The situation worsened so severely that Bell sent to the USSR a special technical team headed by L. Rogers, responsible for the after-sale...

In addition, it was very hard to bail out because the risk to hit the tailplane was great. Two Soviet aces, N.M. Iskrine and B. B. Ginka, were both severely injured for that reason.

THE REAR FUSELAGE DEFORMS ITSELF

In March 1944, the 11th corp of fighters did a check of all its Aircobras: 15 aircrafts had tail deformations...

Tests were made, and limitations were imposed by the chief engineer of the VVS: Maneuvers without ammo or without extra nose weights were forbidden.

To move the center of gravity forward, the armor of the oil reservoir was removed, especially on the Q-5. (P.29)This measure was not enough on the subsequent models, and all the armor of the carburator was removed (3 plates) and a weight was added ahead of the battery. The tail of the aircraft was also reinforced.... TsAGI elaborated a method of reinforcement that Bell applied in production. Bell on their own also started to use thicker skins and reinforced the lips of the service openings.

Unfortunately, long fold lines still appeared on the rear fuselage, and a new method of additional reinforcement was devised and tested by TsAGI, after which these further reinforcements were applied in the field, carried out directly by the units. 326 aircrafts were concerned.

In other units different tail reinforcements were improvised. But all these reinforcements again displaced the center of gravity to the rear, and again some lightening measures were sought... The simplest measure was to limit the filling of the oil reservoir.

Bell was not left behind in all this, and the last versions of the P-39Q had much reinforced tails with weights in the front fuselage. Despite all this, the sensitivity of the aircraft to start into spins did not go away. Even after the war, pilots kept killing themselves on the Cobra.

P. 25 "Weigth of fire of the 20 mm gun was 192 Kg per minute vs 161 Kg for the 37 mm."

I read elsewhere from a US pilot that in 1944 the 37 mm was unreliable in the Pacific to the point of often firing only one or two rounds before jamming. It also had a completely different trajectory to the 12.7 mm guns, which made it useless for hitting anything using the gunsight... Russians were not so harsh, but here is a pilot's opinion on P. 26:

"If I could have chosen, I would have kept the 20 MM: With the 37 mm, if you fire one shot ahead of him to run across the target, pow, the second which should hit as the nose travels down takes so long to go off that it goes under below the target. True, if I hit with it, the target was hard pressed to survive, but it was hard to hit with especially because there was little ammo."

The US pilot considered the 37 mm as outright junk, and the 20 mm P-39s were seen as far more valuable aircrafts, kept on with engine changes and spares for as long as possible...

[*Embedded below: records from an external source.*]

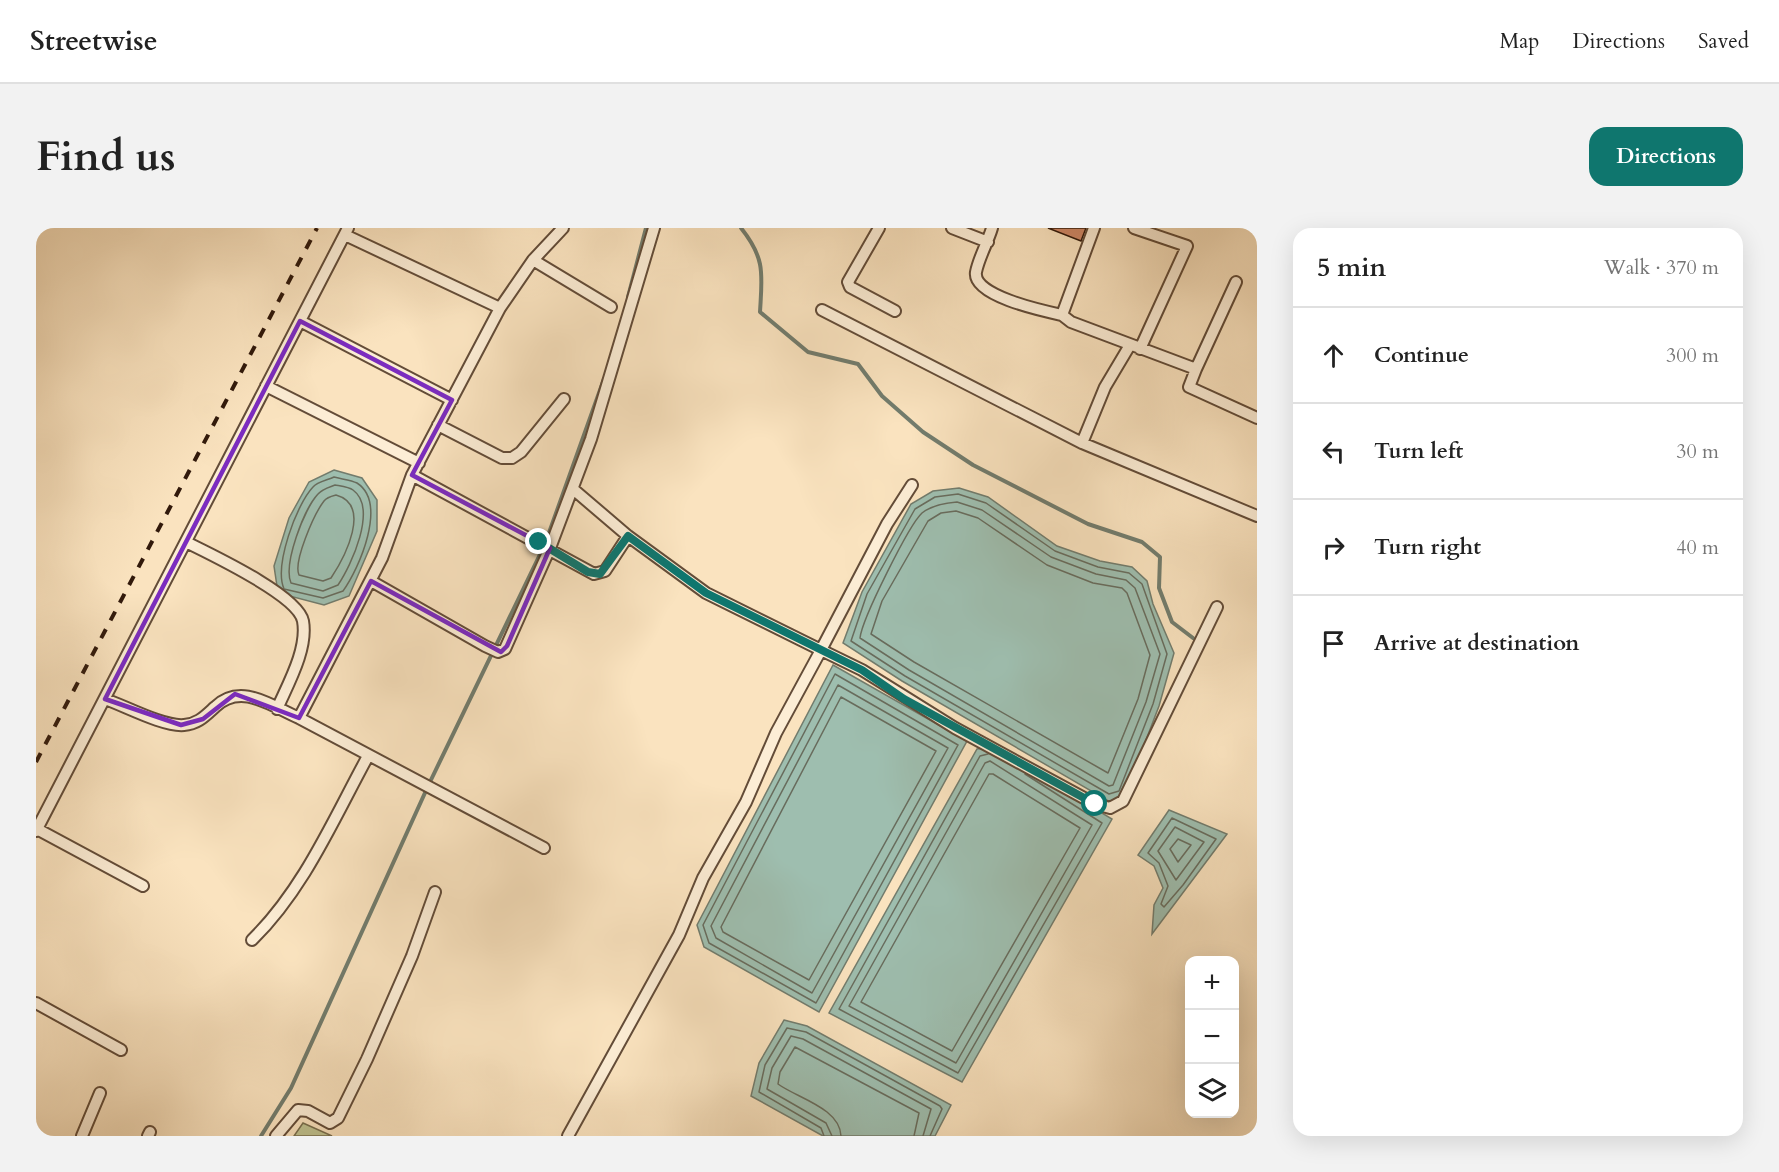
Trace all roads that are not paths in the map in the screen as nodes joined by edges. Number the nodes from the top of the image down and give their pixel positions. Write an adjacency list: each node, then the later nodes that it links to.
1 (563, 228): 10 (street)
2 (654, 228): 29 (street)
3 (879, 228): 15 (street)
4 (952, 228): 9 (street)
5 (992, 228): 9 (street)
6 (1094, 228): 16 (street)
7 (1134, 228): 18 (street)
8 (346, 232): 13 (street); 17 (street)
9 (988, 242): 16 (street)
10 (533, 260): 12 (street); 13 (street)
11 (1236, 282): 19 (street)
12 (611, 307)
13 (500, 308): 22 (street)
14 (822, 310): 25 (street)
15 (895, 311)
16 (1062, 315): 18 (street)
17 (300, 321): 20 (street); 22 (street)
18 (1135, 347): 19 (street); 25 (street)
19 (1196, 369): 23 (street)
20 (266, 386): 26 (street); 32 (street)
21 (564, 399): 24 (street)
22 (452, 400): 24 (street)
23 (1257, 418)
24 (438, 425): 26 (street)
25 (1082, 443): 30 (street)
26 (419, 463): 27 (street)
27 (412, 475): 33 (street); 34 (street)
28 (912, 485): 36 (street)
29 (573, 489): 31 (street); 33 (street)
30 (1257, 516)
31 (628, 536): 33 (street); 36 (street)
32 (186, 542): 37 (street); 38 (street)
33 (546, 546): 34 (street)
34 (371, 581): 39 (street)
35 (1217, 607): 36 (street)
36 (821, 650): 51 (street)
37 (105, 699): 38 (street); 41 (street)
38 (277, 709): 39 (street)
39 (299, 718): 40 (street)
40 (368, 756): 42 (street); 45 (street)
41 (37, 830): 43 (street)
42 (544, 848)
43 (143, 886)
44 (435, 892): 50 (street)
45 (252, 940)
46 (36, 1003): 47 (street)
47 (121, 1050)
48 (100, 1093): 49 (street)
49 (82, 1136)
50 (276, 1136)
51 (568, 1136)

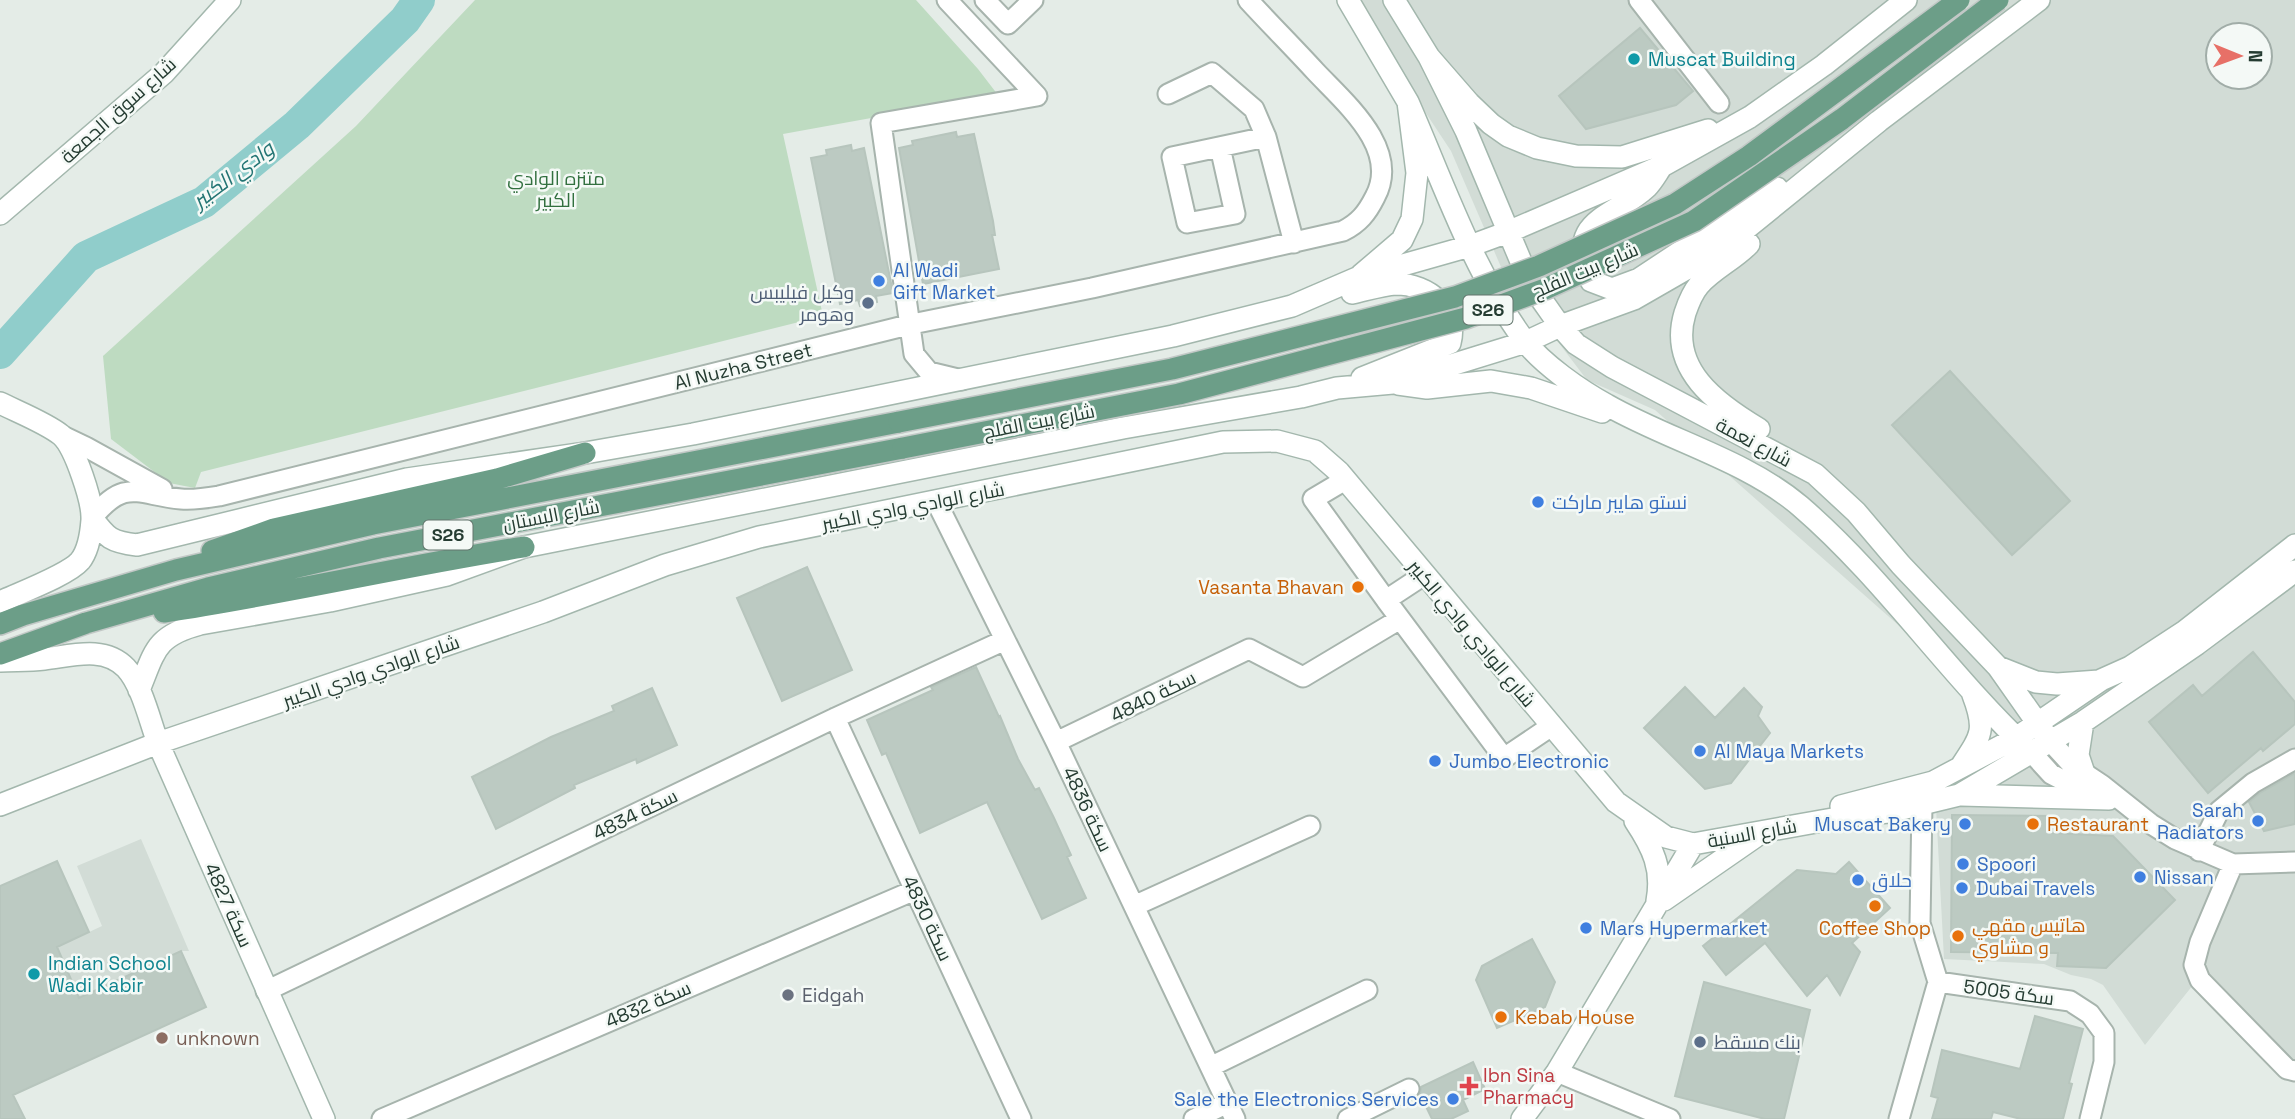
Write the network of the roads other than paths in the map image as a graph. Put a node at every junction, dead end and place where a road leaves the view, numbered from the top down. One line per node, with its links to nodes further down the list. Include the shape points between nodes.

As far as flying it against anything at low altitudes, this is pretty much what I have heard from all US pilots who were familiar with it.

The early models, up maybe to the early Ns, were superbly maneuverable, and this was re-introduced apparently in the Kingcobra which also had a very good turning circle.

Most Ns and Qs, it seems to me, were turned over to the Soviets, and the preponderance of US decal markings for kits are for the earlier P-39s, but if anyone has the exact figures by each variant I would be interested to know.

I did read somewhere else that on the later P-39s it was forbidden to take off with a full oil reservoir, and even that a smaller oil tank was made, but apparently not here...

Sorry about the oil tank mix-up, but it does illustrate that the later P-39s were not really an improvement in handling over the earlier types.